The setCloudRenderer() method is a Forge hook. If no renderer is set by a mod (vanilla never calls this method) then it is null. Then later in FMLClientHandler the renderCloud() method checks for null and if it is null then it creates a new CloudRenderer class. If it is not null then it will use the IRenderHandler class you gave it in setCloudRenderer(). In both cases, it calls a render() method but technically as you noted these are different classes that don't share a type hierarchy.


In other words, for mods it will call an IRenderHandler.render() and for vanilla it calls a CloudRenderer.render() function.


This means that you cannot just instantiate, copy or extend CloudRenderer class for setCloudRenderer. Instead you need to make your own similar implementation but in a class that implements IRenderHandler.

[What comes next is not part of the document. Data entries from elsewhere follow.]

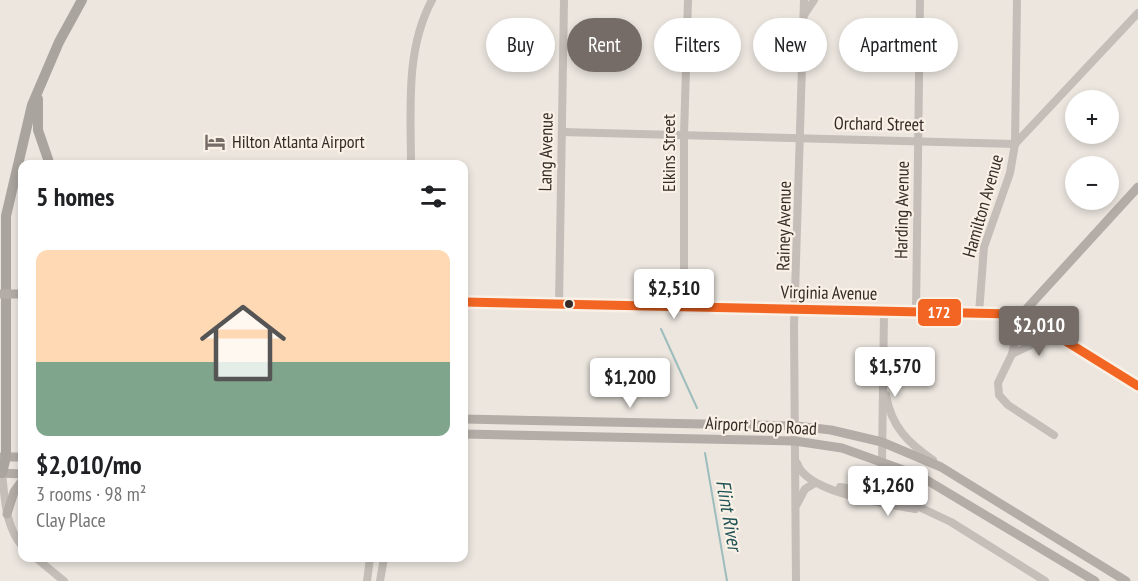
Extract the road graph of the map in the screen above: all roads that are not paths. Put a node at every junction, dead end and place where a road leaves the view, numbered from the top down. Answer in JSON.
{"nodes":[{"id":1,"x":82,"y":0,"type":"edge"},
{"id":2,"x":432,"y":0,"type":"edge"},
{"id":3,"x":564,"y":0,"type":"edge"},
{"id":4,"x":688,"y":0,"type":"edge"},
{"id":5,"x":804,"y":0,"type":"edge"},
{"id":6,"x":814,"y":0,"type":"edge"},
{"id":7,"x":920,"y":0,"type":"edge"},
{"id":8,"x":1017,"y":0,"type":"edge"},
{"id":9,"x":1138,"y":13,"type":"edge"},
{"id":10,"x":803,"y":16,"type":"junction"},
{"id":11,"x":38,"y":90,"type":"junction"},
{"id":12,"x":562,"y":132,"type":"junction"},
{"id":13,"x":684,"y":135,"type":"junction"},
{"id":14,"x":801,"y":138,"type":"junction"},
{"id":15,"x":918,"y":140,"type":"junction"},
{"id":16,"x":1016,"y":144,"type":"junction"},
{"id":17,"x":48,"y":160,"type":"edge"},
{"id":18,"x":411,"y":160,"type":"edge"},
{"id":19,"x":1138,"y":187,"type":"edge"},
{"id":20,"x":0,"y":294,"type":"edge"},
{"id":21,"x":18,"y":294,"type":"edge"},
{"id":22,"x":468,"y":302,"type":"edge"},
{"id":23,"x":559,"y":304,"type":"junction"},
{"id":24,"x":684,"y":307,"type":"junction"},
{"id":25,"x":796,"y":309,"type":"junction"},
{"id":26,"x":884,"y":311,"type":"junction"},
{"id":27,"x":916,"y":312,"type":"junction"},
{"id":28,"x":979,"y":313,"type":"junction"},
{"id":29,"x":1020,"y":315,"type":"junction"},
{"id":30,"x":1054,"y":334,"type":"junction"},
{"id":31,"x":1012,"y":354,"type":"junction"},
{"id":32,"x":883,"y":377,"type":"junction"},
{"id":33,"x":1138,"y":386,"type":"edge"},
{"id":34,"x":468,"y":419,"type":"edge"},
{"id":35,"x":796,"y":426,"type":"junction"},
{"id":36,"x":468,"y":434,"type":"edge"},
{"id":37,"x":1054,"y":435,"type":"dead end"},
{"id":38,"x":795,"y":441,"type":"junction"},
{"id":39,"x":882,"y":442,"type":"junction"},
{"id":40,"x":3,"y":457,"type":"edge"},
{"id":41,"x":795,"y":459,"type":"junction"},
{"id":42,"x":882,"y":461,"type":"junction"},
{"id":43,"x":941,"y":466,"type":"junction"},
{"id":44,"x":1,"y":472,"type":"edge"},
{"id":45,"x":18,"y":474,"type":"edge"},
{"id":46,"x":878,"y":482,"type":"junction"},
{"id":47,"x":815,"y":483,"type":"junction"},
{"id":48,"x":18,"y":486,"type":"edge"},
{"id":49,"x":796,"y":507,"type":"junction"},
{"id":50,"x":926,"y":511,"type":"junction"},
{"id":51,"x":7,"y":514,"type":"junction"},
{"id":52,"x":18,"y":541,"type":"edge"},
{"id":53,"x":41,"y":562,"type":"edge"},
{"id":54,"x":369,"y":562,"type":"edge"},
{"id":55,"x":383,"y":562,"type":"edge"},
{"id":56,"x":64,"y":581,"type":"edge"},
{"id":57,"x":366,"y":581,"type":"edge"},
{"id":58,"x":380,"y":581,"type":"edge"},
{"id":59,"x":796,"y":581,"type":"edge"},
{"id":60,"x":1045,"y":581,"type":"edge"},
{"id":61,"x":1095,"y":581,"type":"edge"},
{"id":62,"x":1126,"y":581,"type":"edge"}],
"edges":[{"from":1,"to":11,"type":"highway"},
{"from":2,"to":18,"type":"street"},
{"from":3,"to":12,"type":"street","name":"Lang Avenue"},
{"from":4,"to":13,"type":"street","name":"Elkins Street"},
{"from":5,"to":10,"type":"street","name":"Rainey Avenue"},
{"from":6,"to":10,"type":"street"},
{"from":7,"to":15,"type":"street","name":"Harding Avenue"},
{"from":8,"to":16,"type":"street","name":"Hamilton Avenue"},
{"from":9,"to":16,"type":"street"},
{"from":10,"to":14,"type":"street","name":"Rainey Avenue"},
{"from":11,"to":17,"type":"highway"},
{"from":11,"to":40,"type":"highway"},
{"from":12,"to":13,"type":"street","name":"Orchard Street"},
{"from":12,"to":23,"type":"street","name":"Lang Avenue"},
{"from":13,"to":14,"type":"street","name":"Orchard Street"},
{"from":13,"to":24,"type":"street","name":"Elkins Street"},
{"from":14,"to":15,"type":"street","name":"Orchard Street"},
{"from":14,"to":25,"type":"street","name":"Rainey Avenue"},
{"from":15,"to":16,"type":"street","name":"Orchard Street"},
{"from":15,"to":27,"type":"street","name":"Harding Avenue"},
{"from":16,"to":28,"type":"street","name":"Hamilton Avenue"},
{"from":19,"to":29,"type":"main road"},
{"from":20,"to":21,"type":"main road","bridge":true},
{"from":22,"to":23,"type":"main road","name":"Virginia Avenue"},
{"from":23,"to":24,"type":"main road","name":"Virginia Avenue"},
{"from":24,"to":25,"type":"main road","name":"Virginia Avenue"},
{"from":25,"to":26,"type":"main road","name":"Virginia Avenue"},
{"from":25,"to":35,"type":"street","name":"Rainey Avenue"},
{"from":26,"to":27,"type":"main road","name":"Virginia Avenue"},
{"from":26,"to":32,"type":"street"},
{"from":27,"to":28,"type":"main road","name":"Virginia Avenue"},
{"from":28,"to":29,"type":"main road","name":"Virginia Avenue"},
{"from":29,"to":30,"type":"street"},
{"from":29,"to":31,"type":"street"},
{"from":30,"to":31,"type":"street"},
{"from":30,"to":33,"type":"street"},
{"from":31,"to":37,"type":"street"},
{"from":32,"to":39,"type":"street"},
{"from":32,"to":43,"type":"street","name":"Airport Loop Road"},
{"from":34,"to":35,"type":"main road","name":"Airport Loop Road"},
{"from":35,"to":38,"type":"street","name":"Rainey Avenue"},
{"from":35,"to":39,"type":"main road","name":"Airport Loop Road"},
{"from":36,"to":38,"type":"main road","name":"Airport Loop Road"},
{"from":38,"to":41,"type":"street","name":"Rainey Avenue"},
{"from":38,"to":42,"type":"main road","name":"Airport Loop Road"},
{"from":39,"to":42,"type":"street"},
{"from":39,"to":43,"type":"main road","name":"Airport Loop Road"},
{"from":40,"to":44,"type":"highway"},
{"from":41,"to":47,"type":"street"},
{"from":41,"to":49,"type":"street","name":"Rainey Avenue"},
{"from":42,"to":46,"type":"street"},
{"from":42,"to":61,"type":"main road","name":"Airport Loop Road"},
{"from":43,"to":62,"type":"main road","name":"Airport Loop Road"},
{"from":44,"to":45,"type":"main road"},
{"from":44,"to":51,"type":"street"},
{"from":46,"to":47,"type":"street"},
{"from":46,"to":50,"type":"street"},
{"from":47,"to":49,"type":"street"},
{"from":47,"to":50,"type":"street"},
{"from":48,"to":51,"type":"main road"},
{"from":49,"to":59,"type":"street","name":"Rainey Avenue"},
{"from":50,"to":60,"type":"street"},
{"from":51,"to":52,"type":"street"},
{"from":53,"to":56,"type":"street"},
{"from":54,"to":57,"type":"street"},
{"from":55,"to":58,"type":"street"}]}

So I think (didn't try it myself) you should just go ahead and create a class that implements IRenderHandler but provides a render() function that copies the functionality of CloudRenderer.render(). Since the cloud rendering code is a bit complicated, I would probably do this by "wrapping" a CloudRenderer instance in an IRenderHandler implementation.


So like this:

1) create a custom CloudRenderer class called something like CloudRendererCustom that extends CloudRenderer. You would override the render() method to make any changes you wanted to the way clouds look.

2) create an IRenderHandler implementation called something like CloudRenderHandler. The implementation would do two things: (a) create an instance of a CloudRendererCustom from Step #1, and (b) it would implement a render() function that simply calls the render() function of that CloudRendererCustom instance.

3) call the setCloudRenderer() method on the WorldProvider at the time the world is created, passing an instance of CloudRenderHandler from Step #2.


Hope that makes sense. You're just making an IRender implementation that calls the render method of a custom CloudRenderer extended class.